■ WORK INSTRUCTION ■
Find the word "人民北路" in the listing; pull out each line holding it.

"""

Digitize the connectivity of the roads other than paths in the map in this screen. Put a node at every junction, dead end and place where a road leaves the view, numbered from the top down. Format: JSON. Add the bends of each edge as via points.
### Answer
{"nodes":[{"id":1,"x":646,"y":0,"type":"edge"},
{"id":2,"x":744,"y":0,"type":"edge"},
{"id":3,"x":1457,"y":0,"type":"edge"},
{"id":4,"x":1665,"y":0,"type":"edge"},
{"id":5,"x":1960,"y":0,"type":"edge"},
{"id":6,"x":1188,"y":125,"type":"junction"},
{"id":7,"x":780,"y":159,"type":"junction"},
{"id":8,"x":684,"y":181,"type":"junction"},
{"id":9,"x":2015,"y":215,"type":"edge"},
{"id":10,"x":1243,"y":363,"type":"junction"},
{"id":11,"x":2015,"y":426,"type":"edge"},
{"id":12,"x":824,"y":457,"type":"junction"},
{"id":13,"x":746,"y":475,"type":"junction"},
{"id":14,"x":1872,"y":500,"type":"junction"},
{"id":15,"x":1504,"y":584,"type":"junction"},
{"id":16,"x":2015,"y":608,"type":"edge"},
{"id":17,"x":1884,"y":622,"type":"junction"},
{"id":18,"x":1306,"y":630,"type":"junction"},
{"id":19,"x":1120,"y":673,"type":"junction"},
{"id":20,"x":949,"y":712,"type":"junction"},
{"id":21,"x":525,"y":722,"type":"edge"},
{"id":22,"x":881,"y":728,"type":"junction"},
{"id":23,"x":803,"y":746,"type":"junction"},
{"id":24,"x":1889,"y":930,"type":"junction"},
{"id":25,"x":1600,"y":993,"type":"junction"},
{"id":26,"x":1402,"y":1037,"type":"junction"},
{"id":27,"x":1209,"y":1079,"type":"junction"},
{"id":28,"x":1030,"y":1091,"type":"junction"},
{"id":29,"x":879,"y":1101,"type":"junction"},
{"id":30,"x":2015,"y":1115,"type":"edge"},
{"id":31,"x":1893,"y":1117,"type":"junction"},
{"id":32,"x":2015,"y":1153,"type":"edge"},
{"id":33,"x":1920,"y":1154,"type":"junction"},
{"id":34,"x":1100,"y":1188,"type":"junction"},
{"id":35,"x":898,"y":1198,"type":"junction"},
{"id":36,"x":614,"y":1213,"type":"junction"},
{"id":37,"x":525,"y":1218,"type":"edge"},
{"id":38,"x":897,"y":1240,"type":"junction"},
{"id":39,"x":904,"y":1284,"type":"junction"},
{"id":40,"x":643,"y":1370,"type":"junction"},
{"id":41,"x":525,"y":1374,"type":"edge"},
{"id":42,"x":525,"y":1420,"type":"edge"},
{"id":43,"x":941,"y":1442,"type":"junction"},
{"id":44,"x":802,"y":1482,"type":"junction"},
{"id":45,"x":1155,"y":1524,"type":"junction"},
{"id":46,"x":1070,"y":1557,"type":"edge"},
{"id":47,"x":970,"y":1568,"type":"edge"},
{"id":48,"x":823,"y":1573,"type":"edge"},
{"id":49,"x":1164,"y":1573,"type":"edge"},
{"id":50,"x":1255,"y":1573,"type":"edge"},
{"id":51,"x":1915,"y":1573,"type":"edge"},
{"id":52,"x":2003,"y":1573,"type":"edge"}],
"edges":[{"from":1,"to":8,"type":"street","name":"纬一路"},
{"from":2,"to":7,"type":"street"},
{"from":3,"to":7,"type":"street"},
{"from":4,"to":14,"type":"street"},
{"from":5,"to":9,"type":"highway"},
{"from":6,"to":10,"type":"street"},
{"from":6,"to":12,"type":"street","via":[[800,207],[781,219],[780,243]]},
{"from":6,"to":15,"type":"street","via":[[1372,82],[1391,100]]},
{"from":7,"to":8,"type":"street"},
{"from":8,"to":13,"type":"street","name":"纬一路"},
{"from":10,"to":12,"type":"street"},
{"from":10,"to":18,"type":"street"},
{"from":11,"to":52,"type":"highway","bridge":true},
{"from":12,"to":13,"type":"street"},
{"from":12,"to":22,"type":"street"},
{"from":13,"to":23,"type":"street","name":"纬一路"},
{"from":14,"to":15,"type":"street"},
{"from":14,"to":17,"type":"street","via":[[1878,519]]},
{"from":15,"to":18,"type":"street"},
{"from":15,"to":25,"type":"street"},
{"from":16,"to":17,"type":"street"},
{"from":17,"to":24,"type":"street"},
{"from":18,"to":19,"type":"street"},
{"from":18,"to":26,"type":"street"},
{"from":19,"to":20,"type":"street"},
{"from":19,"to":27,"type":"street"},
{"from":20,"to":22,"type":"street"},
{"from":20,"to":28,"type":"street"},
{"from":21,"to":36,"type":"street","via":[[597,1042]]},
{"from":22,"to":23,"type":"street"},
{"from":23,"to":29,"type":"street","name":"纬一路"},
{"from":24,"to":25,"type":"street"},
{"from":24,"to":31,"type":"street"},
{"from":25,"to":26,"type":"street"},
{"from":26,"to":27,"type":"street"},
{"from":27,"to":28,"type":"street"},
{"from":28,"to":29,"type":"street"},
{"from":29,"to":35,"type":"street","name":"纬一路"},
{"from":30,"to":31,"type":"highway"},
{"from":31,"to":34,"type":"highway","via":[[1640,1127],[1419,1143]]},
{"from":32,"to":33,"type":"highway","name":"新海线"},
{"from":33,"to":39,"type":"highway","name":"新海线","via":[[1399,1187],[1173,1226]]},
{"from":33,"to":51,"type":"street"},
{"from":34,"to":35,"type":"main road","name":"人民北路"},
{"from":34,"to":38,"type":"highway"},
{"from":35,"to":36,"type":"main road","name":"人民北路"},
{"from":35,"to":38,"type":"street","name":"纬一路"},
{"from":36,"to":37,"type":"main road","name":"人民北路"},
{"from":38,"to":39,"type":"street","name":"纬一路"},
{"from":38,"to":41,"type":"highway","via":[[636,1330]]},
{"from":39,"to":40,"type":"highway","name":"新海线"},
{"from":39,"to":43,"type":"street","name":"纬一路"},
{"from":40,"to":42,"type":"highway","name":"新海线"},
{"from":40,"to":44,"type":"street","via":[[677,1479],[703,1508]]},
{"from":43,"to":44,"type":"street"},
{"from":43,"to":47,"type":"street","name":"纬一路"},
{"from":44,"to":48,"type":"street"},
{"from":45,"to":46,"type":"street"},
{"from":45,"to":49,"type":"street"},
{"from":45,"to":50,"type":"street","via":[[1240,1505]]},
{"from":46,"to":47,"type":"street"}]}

"""

■ SOLUTION TO THE EXERCISE ■
{"from":34,"to":35,"type":"main road","name":"人民北路"},
{"from":35,"to":36,"type":"main road","name":"人民北路"},
{"from":36,"to":37,"type":"main road","name":"人民北路"},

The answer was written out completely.